──────── RAW DATA ────────
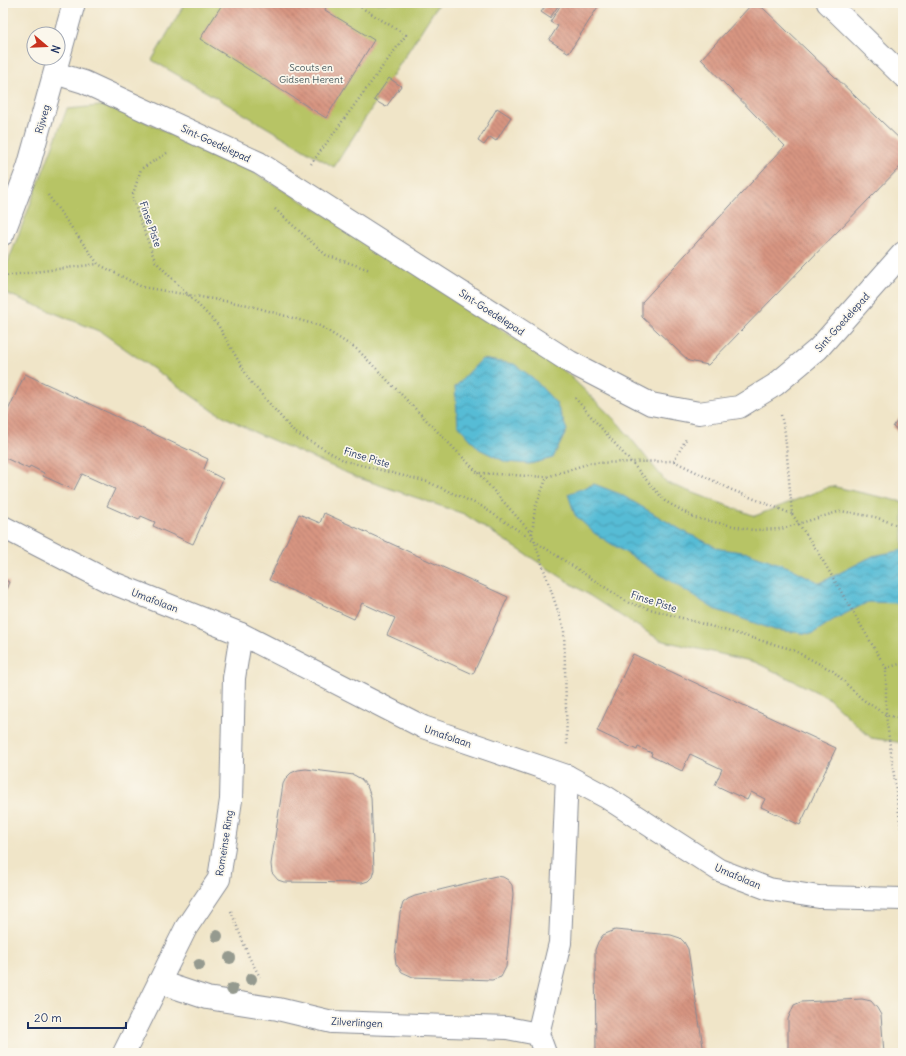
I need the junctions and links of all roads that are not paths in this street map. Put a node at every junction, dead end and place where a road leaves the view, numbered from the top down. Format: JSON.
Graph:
{"nodes":[{"id":1,"x":74,"y":3,"type":"edge"},
{"id":2,"x":828,"y":3,"type":"edge"},
{"id":3,"x":55,"y":73,"type":"junction"},
{"id":4,"x":901,"y":74,"type":"edge"},
{"id":5,"x":3,"y":234,"type":"edge"},
{"id":6,"x":903,"y":253,"type":"edge"},
{"id":7,"x":3,"y":527,"type":"edge"},
{"id":8,"x":241,"y":634,"type":"junction"},
{"id":9,"x":567,"y":776,"type":"junction"},
{"id":10,"x":903,"y":899,"type":"edge"},
{"id":11,"x":160,"y":982,"type":"junction"},
{"id":12,"x":542,"y":1043,"type":"edge"},
{"id":13,"x":124,"y":1053,"type":"edge"}],
"edges":[{"from":1,"to":3,"type":"street","name":"Rijweg"},
{"from":2,"to":4,"type":"street"},
{"from":3,"to":5,"type":"street","name":"Rijweg"},
{"from":3,"to":6,"type":"street","name":"Sint-Goedelepad"},
{"from":7,"to":8,"type":"street","name":"Umafolaan"},
{"from":8,"to":9,"type":"street","name":"Umafolaan"},
{"from":8,"to":11,"type":"street","name":"Romeinse Ring"},
{"from":9,"to":10,"type":"street","name":"Umafolaan"},
{"from":9,"to":12,"type":"street"},
{"from":11,"to":12,"type":"street","name":"Zilverlingen"},
{"from":11,"to":13,"type":"street","name":"Romeinse Ring"}]}
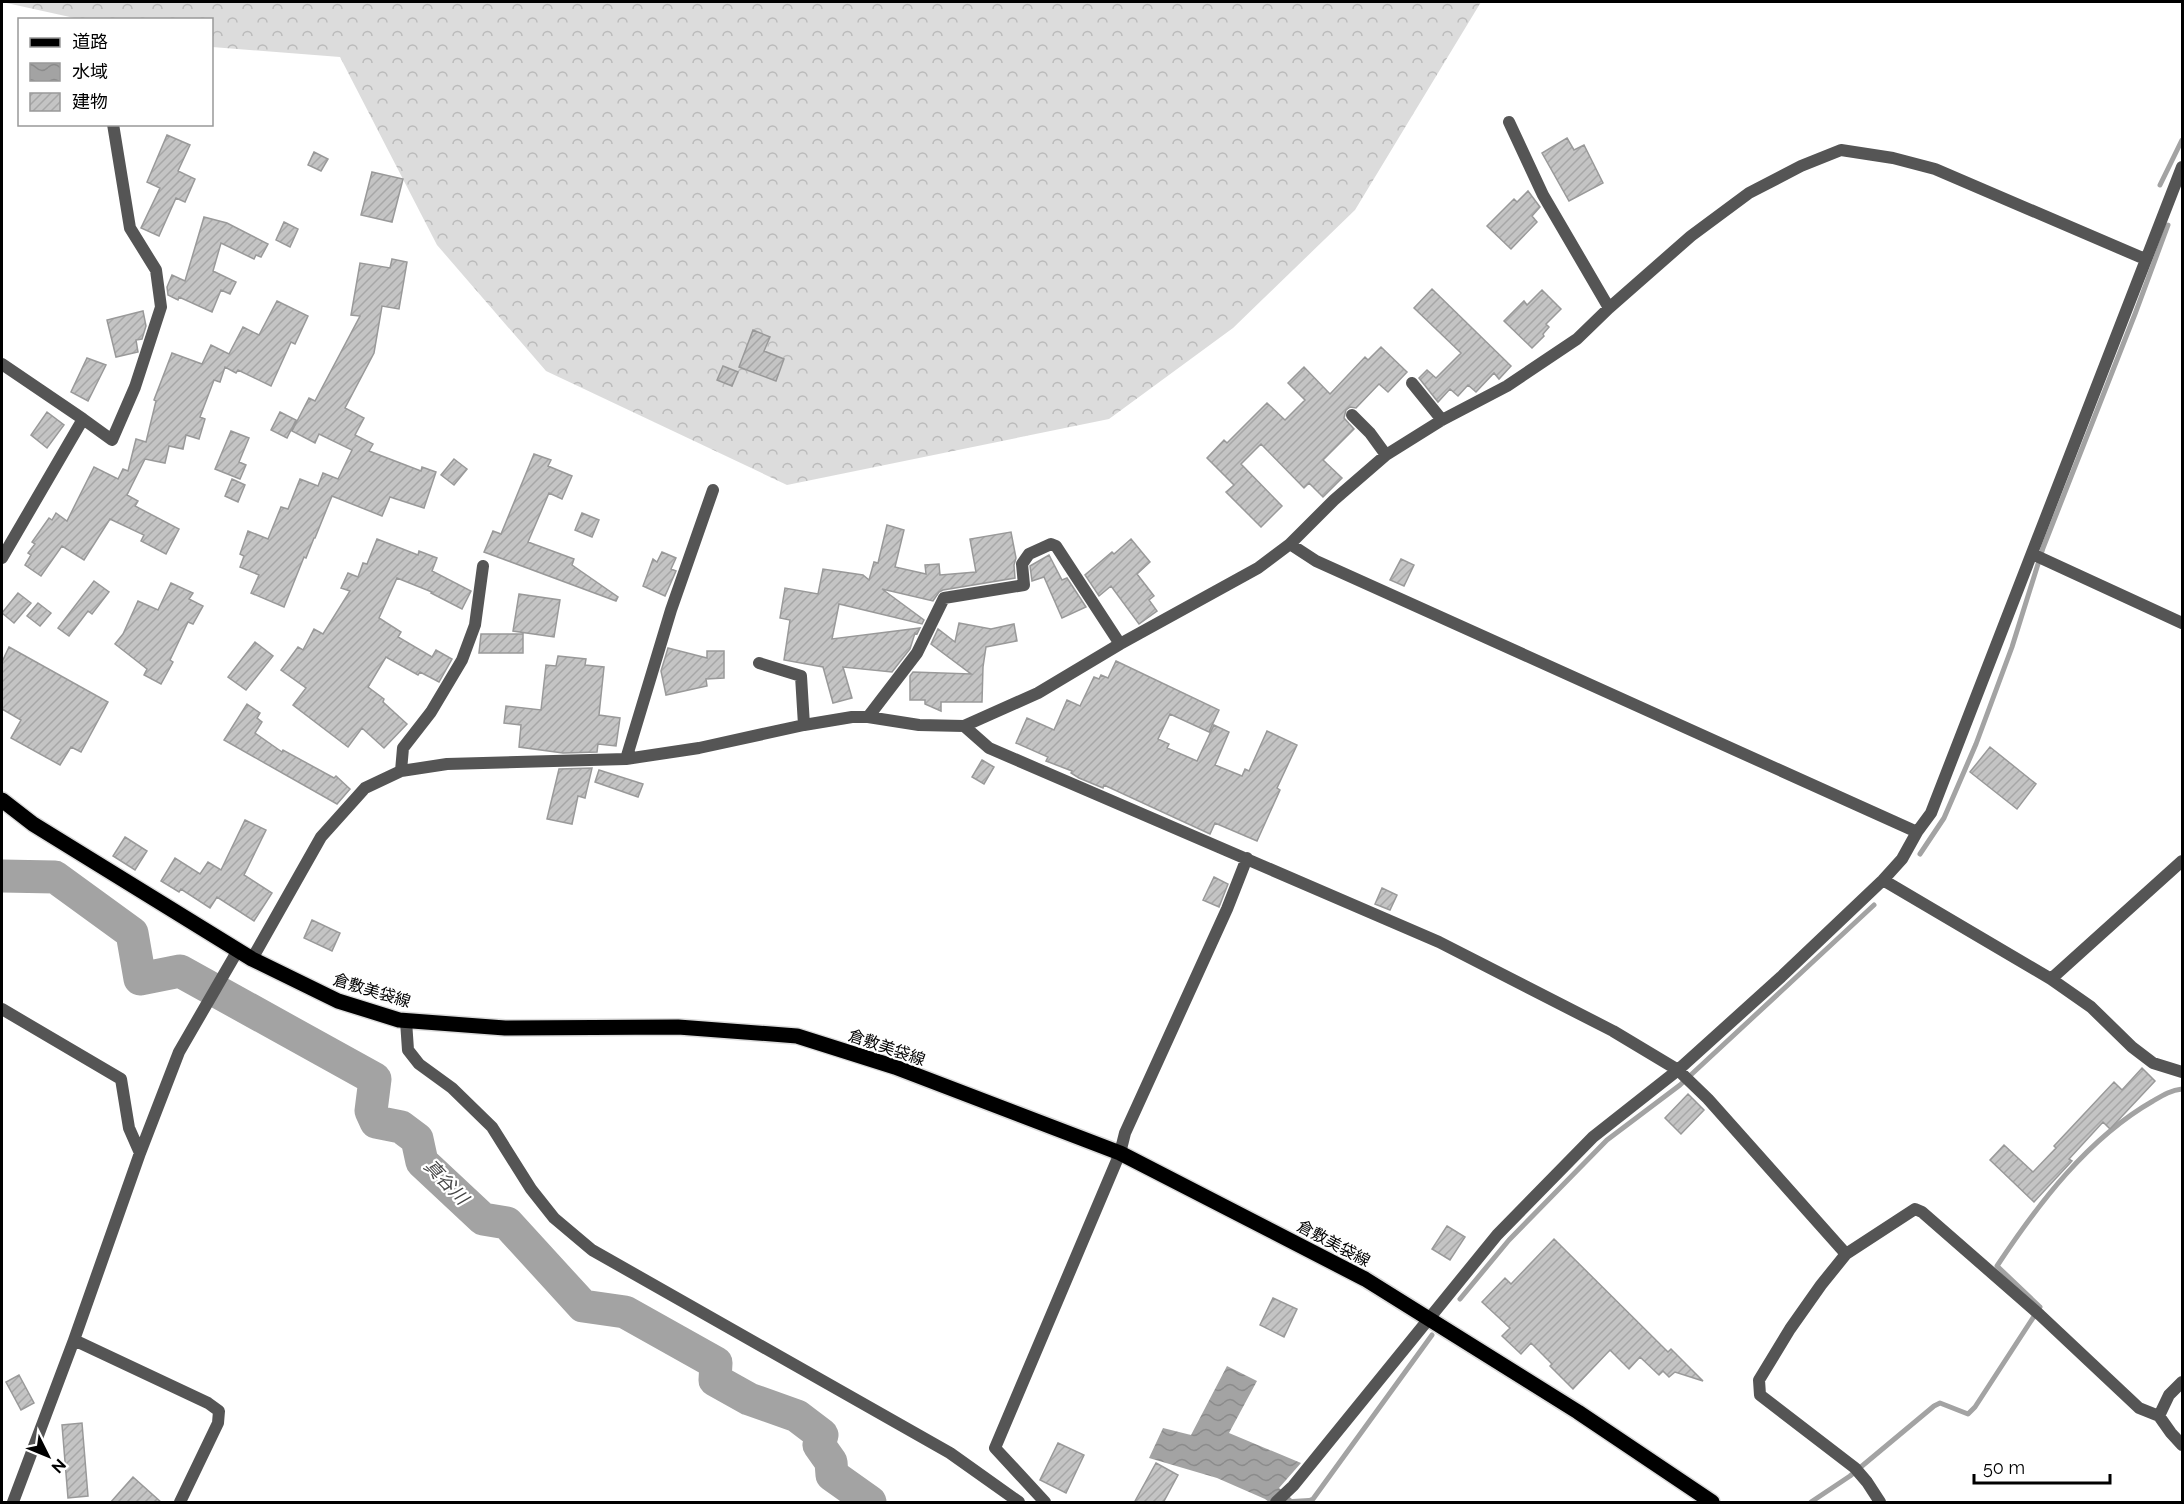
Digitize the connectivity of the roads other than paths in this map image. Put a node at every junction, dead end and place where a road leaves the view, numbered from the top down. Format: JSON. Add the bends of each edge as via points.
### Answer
{"nodes":[{"id":1,"x":1509,"y":122,"type":"dead end"},
{"id":2,"x":113,"y":126,"type":"edge"},
{"id":3,"x":2182,"y":166,"type":"edge"},
{"id":4,"x":2145,"y":259,"type":"junction"},
{"id":5,"x":1609,"y":308,"type":"junction"},
{"id":6,"x":2,"y":364,"type":"edge"},
{"id":7,"x":1412,"y":383,"type":"dead end"},
{"id":8,"x":1352,"y":415,"type":"dead end"},
{"id":9,"x":83,"y":419,"type":"junction"},
{"id":10,"x":1442,"y":420,"type":"junction"},
{"id":11,"x":1386,"y":455,"type":"junction"},
{"id":12,"x":712,"y":490,"type":"dead end"},
{"id":13,"x":1290,"y":544,"type":"junction"},
{"id":14,"x":2038,"y":556,"type":"junction"},
{"id":15,"x":2,"y":558,"type":"edge"},
{"id":16,"x":483,"y":566,"type":"dead end"},
{"id":17,"x":2182,"y":623,"type":"edge"},
{"id":18,"x":1120,"y":644,"type":"junction"},
{"id":19,"x":759,"y":663,"type":"dead end"},
{"id":20,"x":868,"y":717,"type":"junction"},
{"id":21,"x":804,"y":725,"type":"junction"},
{"id":22,"x":964,"y":726,"type":"junction"},
{"id":23,"x":626,"y":759,"type":"junction"},
{"id":24,"x":401,"y":771,"type":"junction"},
{"id":25,"x":2,"y":801,"type":"edge"},
{"id":26,"x":1917,"y":832,"type":"junction"},
{"id":27,"x":1246,"y":858,"type":"junction"},
{"id":28,"x":2182,"y":861,"type":"edge"},
{"id":29,"x":1883,"y":880,"type":"junction"},
{"id":30,"x":238,"y":950,"type":"junction"},
{"id":31,"x":252,"y":959,"type":"junction"},
{"id":32,"x":2050,"y":979,"type":"junction"},
{"id":33,"x":2,"y":1009,"type":"edge"},
{"id":34,"x":406,"y":1021,"type":"junction"},
{"id":35,"x":2182,"y":1072,"type":"edge"},
{"id":36,"x":1684,"y":1076,"type":"junction"},
{"id":37,"x":140,"y":1152,"type":"junction"},
{"id":38,"x":1120,"y":1153,"type":"junction"},
{"id":39,"x":1846,"y":1254,"type":"junction"},
{"id":40,"x":1428,"y":1319,"type":"junction"},
{"id":41,"x":74,"y":1340,"type":"junction"},
{"id":42,"x":2182,"y":1382,"type":"edge"},
{"id":43,"x":2159,"y":1416,"type":"junction"},
{"id":44,"x":2182,"y":1445,"type":"edge"},
{"id":45,"x":14,"y":1503,"type":"edge"},
{"id":46,"x":180,"y":1503,"type":"edge"},
{"id":47,"x":1019,"y":1503,"type":"edge"},
{"id":48,"x":1045,"y":1503,"type":"edge"},
{"id":49,"x":1276,"y":1503,"type":"edge"},
{"id":50,"x":1712,"y":1503,"type":"edge"},
{"id":51,"x":1880,"y":1503,"type":"edge"}],
"edges":[{"from":1,"to":5,"type":"street","via":[[1543,195]]},
{"from":2,"to":9,"type":"street","via":[[130,228],[156,270],[161,307],[135,387],[112,440]]},
{"from":3,"to":4,"type":"street"},
{"from":4,"to":5,"type":"street","via":[[1935,169],[1841,150],[1749,193],[1691,236]]},
{"from":4,"to":14,"type":"street"},
{"from":5,"to":10,"type":"street","via":[[1577,339],[1507,386]]},
{"from":6,"to":9,"type":"street"},
{"from":7,"to":10,"type":"street"},
{"from":8,"to":11,"type":"street"},
{"from":9,"to":15,"type":"street"},
{"from":10,"to":11,"type":"street"},
{"from":11,"to":13,"type":"street"},
{"from":12,"to":23,"type":"street"},
{"from":13,"to":18,"type":"street","via":[[1258,568]]},
{"from":13,"to":26,"type":"street","via":[[1316,561]]},
{"from":14,"to":17,"type":"street"},
{"from":14,"to":26,"type":"street","via":[[1931,813]]},
{"from":16,"to":24,"type":"street","via":[[475,625],[462,660],[404,748]]},
{"from":18,"to":20,"type":"street","via":[[1051,544],[1029,554],[1022,564],[1024,585],[944,598],[917,653]]},
{"from":18,"to":22,"type":"street","via":[[1038,693]]},
{"from":19,"to":21,"type":"street","via":[[801,676]]},
{"from":20,"to":21,"type":"street"},
{"from":20,"to":22,"type":"street","via":[[919,725]]},
{"from":21,"to":23,"type":"street"},
{"from":22,"to":27,"type":"street","via":[[989,748]]},
{"from":23,"to":24,"type":"street","via":[[447,764]]},
{"from":24,"to":31,"type":"street","via":[[365,788],[321,837]]},
{"from":25,"to":30,"type":"main road","name":"倉敷美袋線","via":[[70,848]]},
{"from":26,"to":29,"type":"street","via":[[1902,859]]},
{"from":27,"to":36,"type":"street","via":[[1439,942],[1614,1031]]},
{"from":27,"to":38,"type":"street","via":[[1227,909],[1125,1133]]},
{"from":28,"to":32,"type":"street"},
{"from":29,"to":32,"type":"street"},
{"from":29,"to":36,"type":"street"},
{"from":30,"to":31,"type":"main road","name":"倉敷美袋線"},
{"from":30,"to":37,"type":"street","via":[[184,1044]]},
{"from":31,"to":34,"type":"main road","name":"倉敷美袋線","via":[[338,1001]]},
{"from":32,"to":35,"type":"street","via":[[2091,1007],[2153,1063]]},
{"from":33,"to":37,"type":"street","via":[[121,1079],[129,1128]]},
{"from":34,"to":38,"type":"main road","name":"倉敷美袋線","via":[[505,1028],[678,1027],[797,1036],[895,1067]]},
{"from":34,"to":47,"type":"street","via":[[408,1050],[492,1127],[531,1189],[574,1237],[950,1452]]},
{"from":36,"to":39,"type":"street"},
{"from":36,"to":40,"type":"street","via":[[1593,1137],[1497,1235]]},
{"from":37,"to":41,"type":"street"},
{"from":38,"to":40,"type":"main road","name":"倉敷美袋線","via":[[1365,1279]]},
{"from":38,"to":48,"type":"street","via":[[995,1448]]},
{"from":39,"to":43,"type":"street","via":[[1915,1209],[1922,1212],[2139,1408]]},
{"from":39,"to":51,"type":"street","via":[[1790,1329],[1758,1387],[1760,1395],[1857,1471]]},
{"from":40,"to":49,"type":"street"},
{"from":40,"to":50,"type":"main road","name":"倉敷美袋線","via":[[1578,1412]]},
{"from":41,"to":45,"type":"street"},
{"from":41,"to":46,"type":"street","via":[[219,1411],[218,1423]]},
{"from":42,"to":43,"type":"street","via":[[2169,1395]]},
{"from":43,"to":44,"type":"street"}]}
────────
AIM OF THE TASK: Go through the entries above and copy out every line that includes the word "Umafolaan".

RESPONSE TO THIS TASK:
{"from":7,"to":8,"type":"street","name":"Umafolaan"},
{"from":8,"to":9,"type":"street","name":"Umafolaan"},
{"from":9,"to":10,"type":"street","name":"Umafolaan"},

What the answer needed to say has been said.